Requirement:
Print every entry, word for word, and skip the images.

((

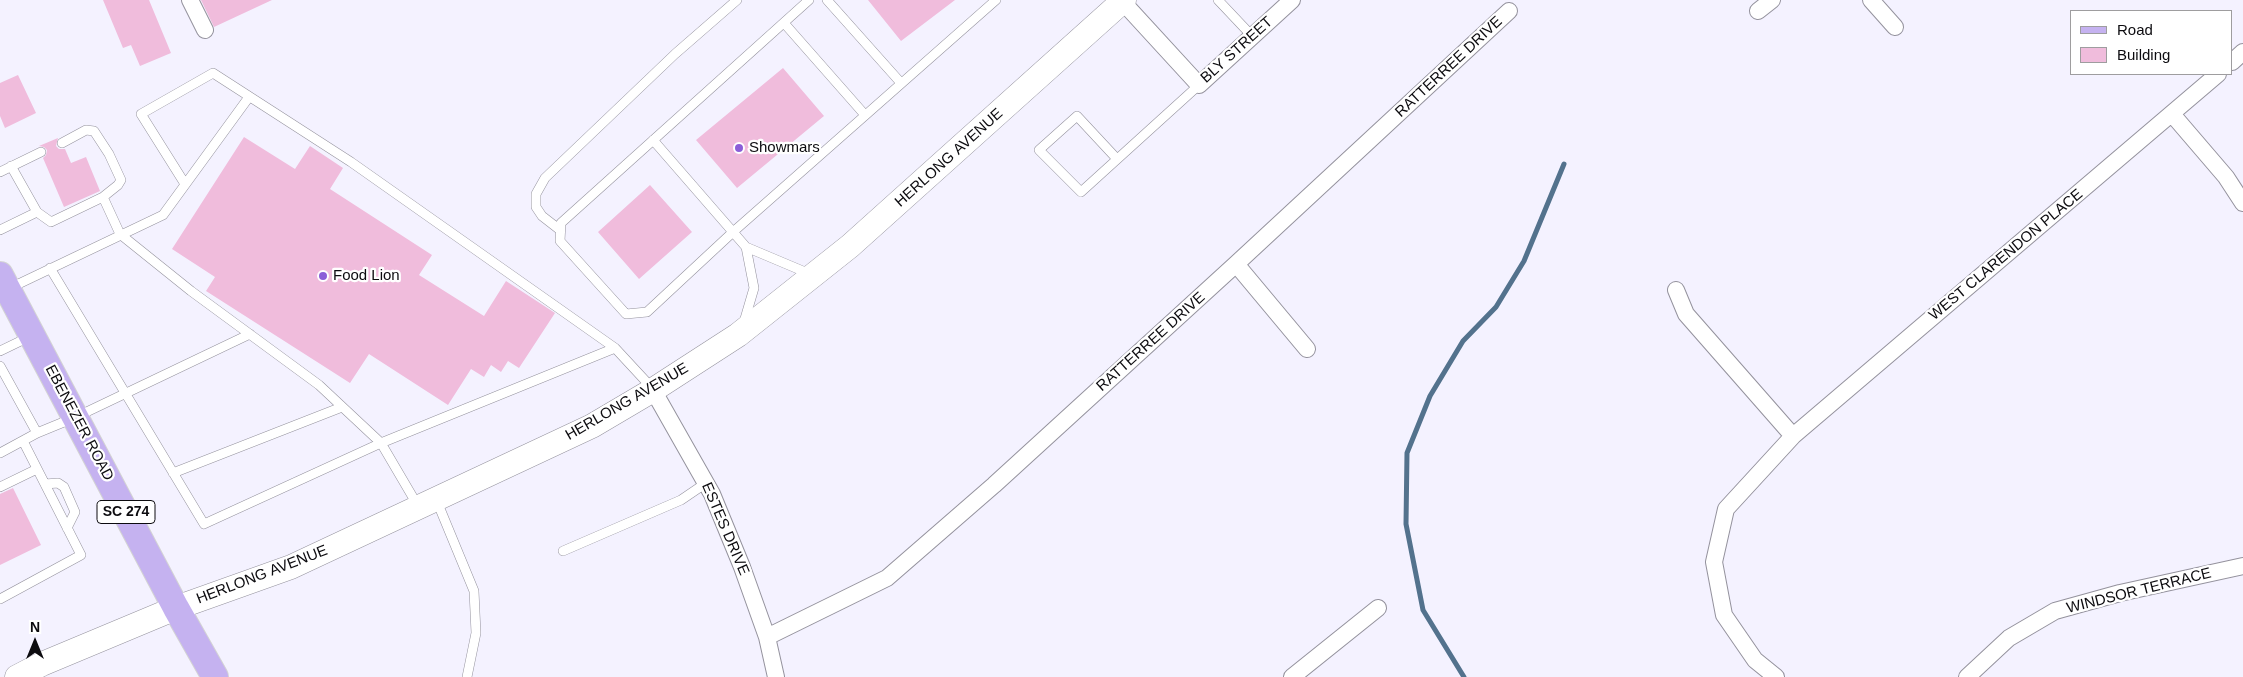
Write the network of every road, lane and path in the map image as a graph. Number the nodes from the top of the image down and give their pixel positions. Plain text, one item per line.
1 (190, 0) edge
2 (737, 0) edge
3 (809, 0) edge
4 (827, 0) edge
5 (996, 0) edge
6 (1123, 0) edge
7 (1218, 0) edge
8 (1772, 0) edge
9 (1871, 0) edge
10 (1287, 2) edge
11 (1509, 11) dead end
12 (1758, 11) dead end
13 (784, 22) junction
14 (1895, 27) dead end
15 (205, 30) dead end
16 (1252, 36) junction
17 (2243, 52) edge
18 (2233, 61) edge
19 (2217, 75) edge
20 (901, 83) junction
21 (1199, 85) junction
22 (249, 97) junction
23 (2172, 114) junction
24 (865, 115) junction
25 (653, 140) junction
26 (62, 143) dead end
27 (41, 152) dead end
28 (1117, 159) junction
29 (11, 166) junction
30 (0, 172) edge
31 (185, 184) junction
32 (103, 197) junction
33 (2243, 203) edge
34 (37, 212) junction
35 (0, 230) edge
36 (560, 230) junction
37 (733, 232) junction
38 (120, 234) junction
39 (746, 247) junction
40 (1236, 264) junction
41 (50, 268) junction
42 (812, 276) junction
43 (4, 282) edge
44 (1676, 290) dead end
45 (250, 334) junction
46 (32, 335) junction
47 (738, 335) junction
48 (615, 348) junction
49 (1307, 349) dead end
50 (0, 351) edge
51 (0, 366) edge
52 (653, 390) junction
53 (126, 393) junction
54 (342, 407) junction
55 (76, 417) junction
56 (37, 433) junction
57 (1793, 436) junction
58 (22, 441) junction
59 (381, 443) junction
60 (0, 453) edge
61 (37, 469) junction
62 (173, 473) junction
63 (706, 483) junction
64 (45, 484) junction
65 (0, 487) edge
66 (427, 502) junction
67 (67, 528) junction
68 (563, 551) dead end
69 (2243, 566) edge
70 (0, 599) edge
71 (176, 608) junction
72 (1378, 608) dead end
73 (767, 637) junction
74 (17, 677) edge
75 (215, 677) edge
76 (467, 677) edge
77 (776, 677) edge
78 (1292, 677) edge
79 (1776, 677) edge
80 (1968, 677) edge

1 - 15 street
2 - 36 lane
3 - 13 lane
4 - 20 lane
5 - 20 lane
6 - 21 street, BLY STREET
6 - 42 street, HERLONG AVENUE
7 - 16 lane
8 - 12 street
9 - 14 street
10 - 16 street, BLY STREET
11 - 40 street, RATTERREE DRIVE
13 - 24 lane
13 - 25 lane
16 - 21 street, BLY STREET
17 - 18 street
19 - 23 street, WEST CLARENDON PLACE
20 - 24 lane
21 - 28 lane
22 - 31 lane
22 - 31 lane
22 - 48 lane
23 - 33 street
23 - 57 street, WEST CLARENDON PLACE
24 - 37 lane
25 - 36 lane
25 - 37 lane
26 - 32 lane
27 - 29 lane
28 - 28 lane
29 - 30 lane
29 - 34 lane
31 - 38 lane
32 - 34 lane
32 - 38 lane
34 - 35 lane
36 - 37 lane
37 - 39 lane
38 - 41 lane
38 - 45 lane
39 - 42 lane
39 - 47 lane
40 - 49 street
40 - 73 street, RATTERREE DRIVE
41 - 43 lane
41 - 53 lane
42 - 47 street, HERLONG AVENUE
43 - 46 main road, EBENEZER ROAD / SC 274
44 - 57 street
45 - 53 lane
45 - 54 lane
46 - 50 lane
46 - 55 main road, EBENEZER ROAD / SC 274
47 - 52 street, HERLONG AVENUE
48 - 52 lane
48 - 59 lane
51 - 56 lane
52 - 63 street, ESTES DRIVE
52 - 66 street, HERLONG AVENUE
53 - 55 lane
53 - 62 lane
54 - 59 lane
54 - 62 lane
55 - 56 lane
55 - 71 main road, EBENEZER ROAD / SC 274
56 - 58 lane
57 - 79 street, WEST CLARENDON PLACE
58 - 60 lane
58 - 61 lane
59 - 62 lane
59 - 66 lane
61 - 64 lane
61 - 65 lane
63 - 68 lane
63 - 73 street, ESTES DRIVE
64 - 67 lane
64 - 67 lane
66 - 71 street, HERLONG AVENUE
66 - 76 lane
67 - 70 lane
69 - 80 street, WINDSOR TERRACE
71 - 74 street, HERLONG AVENUE
71 - 75 main road, EBENEZER ROAD / SC 274
72 - 78 street
73 - 77 street, ESTES DRIVE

))

Solution for this problem:
Write the network of every road, lane and path in the map image as a graph. Number the nodes from the top of the image down and give their pixel positions. Plain text, one item per line.
1 (190, 0) edge
2 (737, 0) edge
3 (809, 0) edge
4 (827, 0) edge
5 (996, 0) edge
6 (1123, 0) edge
7 (1218, 0) edge
8 (1772, 0) edge
9 (1871, 0) edge
10 (1287, 2) edge
11 (1509, 11) dead end
12 (1758, 11) dead end
13 (784, 22) junction
14 (1895, 27) dead end
15 (205, 30) dead end
16 (1252, 36) junction
17 (2243, 52) edge
18 (2233, 61) edge
19 (2217, 75) edge
20 (901, 83) junction
21 (1199, 85) junction
22 (249, 97) junction
23 (2172, 114) junction
24 (865, 115) junction
25 (653, 140) junction
26 (62, 143) dead end
27 (41, 152) dead end
28 (1117, 159) junction
29 (11, 166) junction
30 (0, 172) edge
31 (185, 184) junction
32 (103, 197) junction
33 (2243, 203) edge
34 (37, 212) junction
35 (0, 230) edge
36 (560, 230) junction
37 (733, 232) junction
38 (120, 234) junction
39 (746, 247) junction
40 (1236, 264) junction
41 (50, 268) junction
42 (812, 276) junction
43 (4, 282) edge
44 (1676, 290) dead end
45 (250, 334) junction
46 (32, 335) junction
47 (738, 335) junction
48 (615, 348) junction
49 (1307, 349) dead end
50 (0, 351) edge
51 (0, 366) edge
52 (653, 390) junction
53 (126, 393) junction
54 (342, 407) junction
55 (76, 417) junction
56 (37, 433) junction
57 (1793, 436) junction
58 (22, 441) junction
59 (381, 443) junction
60 (0, 453) edge
61 (37, 469) junction
62 (173, 473) junction
63 (706, 483) junction
64 (45, 484) junction
65 (0, 487) edge
66 (427, 502) junction
67 (67, 528) junction
68 (563, 551) dead end
69 (2243, 566) edge
70 (0, 599) edge
71 (176, 608) junction
72 (1378, 608) dead end
73 (767, 637) junction
74 (17, 677) edge
75 (215, 677) edge
76 (467, 677) edge
77 (776, 677) edge
78 (1292, 677) edge
79 (1776, 677) edge
80 (1968, 677) edge

1 - 15 street
2 - 36 lane
3 - 13 lane
4 - 20 lane
5 - 20 lane
6 - 21 street, BLY STREET
6 - 42 street, HERLONG AVENUE
7 - 16 lane
8 - 12 street
9 - 14 street
10 - 16 street, BLY STREET
11 - 40 street, RATTERREE DRIVE
13 - 24 lane
13 - 25 lane
16 - 21 street, BLY STREET
17 - 18 street
19 - 23 street, WEST CLARENDON PLACE
20 - 24 lane
21 - 28 lane
22 - 31 lane
22 - 31 lane
22 - 48 lane
23 - 33 street
23 - 57 street, WEST CLARENDON PLACE
24 - 37 lane
25 - 36 lane
25 - 37 lane
26 - 32 lane
27 - 29 lane
28 - 28 lane
29 - 30 lane
29 - 34 lane
31 - 38 lane
32 - 34 lane
32 - 38 lane
34 - 35 lane
36 - 37 lane
37 - 39 lane
38 - 41 lane
38 - 45 lane
39 - 42 lane
39 - 47 lane
40 - 49 street
40 - 73 street, RATTERREE DRIVE
41 - 43 lane
41 - 53 lane
42 - 47 street, HERLONG AVENUE
43 - 46 main road, EBENEZER ROAD / SC 274
44 - 57 street
45 - 53 lane
45 - 54 lane
46 - 50 lane
46 - 55 main road, EBENEZER ROAD / SC 274
47 - 52 street, HERLONG AVENUE
48 - 52 lane
48 - 59 lane
51 - 56 lane
52 - 63 street, ESTES DRIVE
52 - 66 street, HERLONG AVENUE
53 - 55 lane
53 - 62 lane
54 - 59 lane
54 - 62 lane
55 - 56 lane
55 - 71 main road, EBENEZER ROAD / SC 274
56 - 58 lane
57 - 79 street, WEST CLARENDON PLACE
58 - 60 lane
58 - 61 lane
59 - 62 lane
59 - 66 lane
61 - 64 lane
61 - 65 lane
63 - 68 lane
63 - 73 street, ESTES DRIVE
64 - 67 lane
64 - 67 lane
66 - 71 street, HERLONG AVENUE
66 - 76 lane
67 - 70 lane
69 - 80 street, WINDSOR TERRACE
71 - 74 street, HERLONG AVENUE
71 - 75 main road, EBENEZER ROAD / SC 274
72 - 78 street
73 - 77 street, ESTES DRIVE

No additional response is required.